▶ Stored data
%%
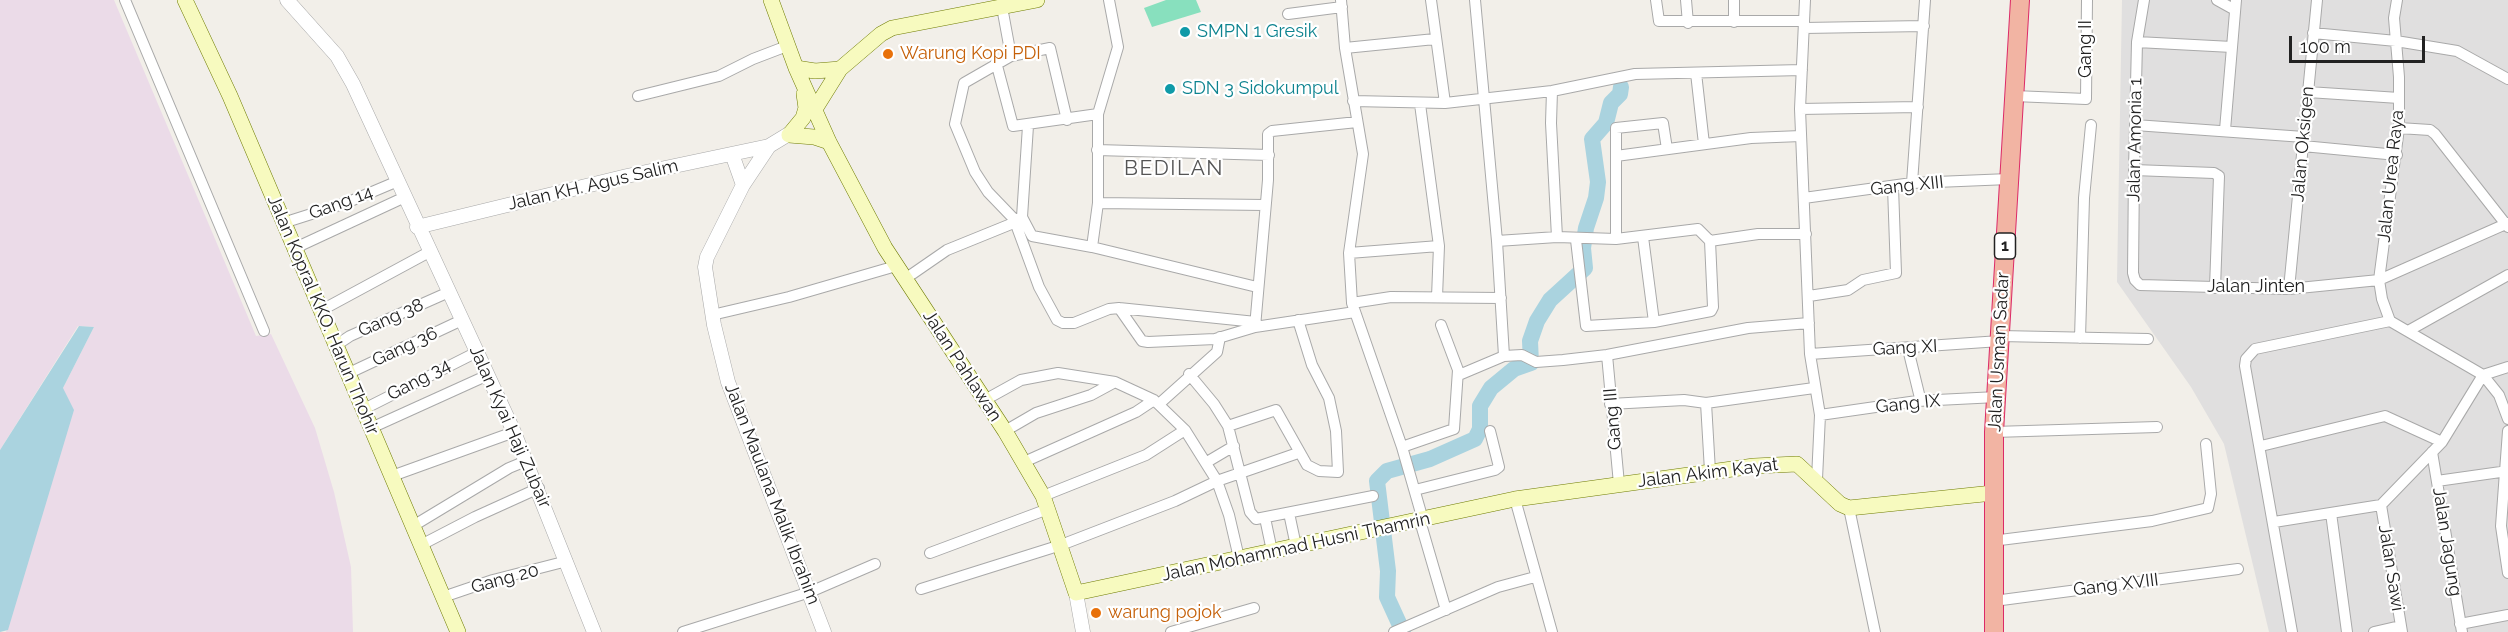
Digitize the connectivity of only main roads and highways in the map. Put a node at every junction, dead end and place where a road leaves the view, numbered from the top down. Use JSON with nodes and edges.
{"nodes":[{"id":1,"x":185,"y":0,"type":"edge"},
{"id":2,"x":771,"y":0,"type":"edge"},
{"id":3,"x":1038,"y":0,"type":"edge"},
{"id":4,"x":2020,"y":0,"type":"edge"},
{"id":5,"x":796,"y":68,"type":"junction"},
{"id":6,"x":840,"y":69,"type":"junction"},
{"id":7,"x":815,"y":109,"type":"junction"},
{"id":8,"x":829,"y":142,"type":"junction"},
{"id":9,"x":1993,"y":493,"type":"junction"},
{"id":10,"x":1515,"y":499,"type":"joint"},
{"id":11,"x":1076,"y":593,"type":"joint"},
{"id":12,"x":458,"y":632,"type":"edge"},
{"id":13,"x":1994,"y":632,"type":"edge"}],
"edges":[{"from":1,"to":12,"type":"main road","name":"Jalan Kopral KKO. Harun Thohir"},
{"from":2,"to":5,"type":"main road"},
{"from":3,"to":6,"type":"main road"},
{"from":4,"to":9,"type":"highway","name":"Jalan Usman Sadar","number":"1"},
{"from":5,"to":6,"type":"main road"},
{"from":5,"to":7,"type":"main road","name":"Jalan Pahlawan"},
{"from":5,"to":8,"type":"main road"},
{"from":6,"to":7,"type":"main road"},
{"from":6,"to":8,"type":"main road"},
{"from":7,"to":8,"type":"main road","name":"Jalan Pahlawan"},
{"from":8,"to":11,"type":"main road","name":"Jalan Pahlawan"},
{"from":9,"to":10,"type":"main road","name":"Jalan Akim Kayat"},
{"from":9,"to":13,"type":"highway","name":"Jalan Usman Sadar","number":"1"},
{"from":10,"to":11,"type":"main road","name":"Jalan Mohammad Husni Thamrin"}]}
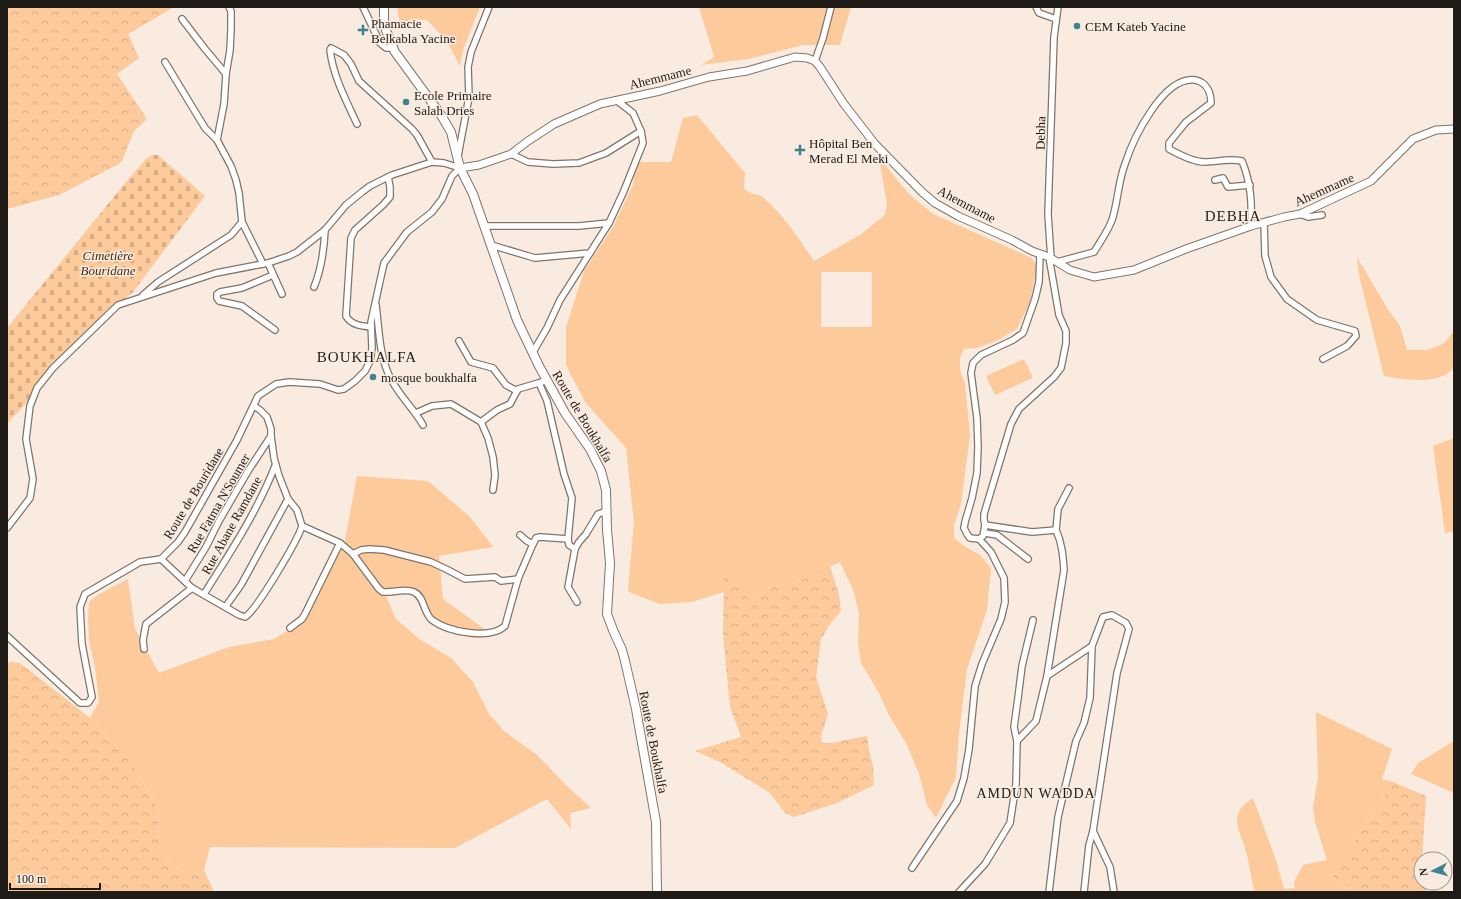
%%
▶ YOUR OBJECTIVE
If a line in the entries contains the word "Sadar", copy that line out.

▶ REPLY TO THE EXERCISE
{"from":4,"to":9,"type":"highway","name":"Jalan Usman Sadar","number":"1"},
{"from":9,"to":13,"type":"highway","name":"Jalan Usman Sadar","number":"1"},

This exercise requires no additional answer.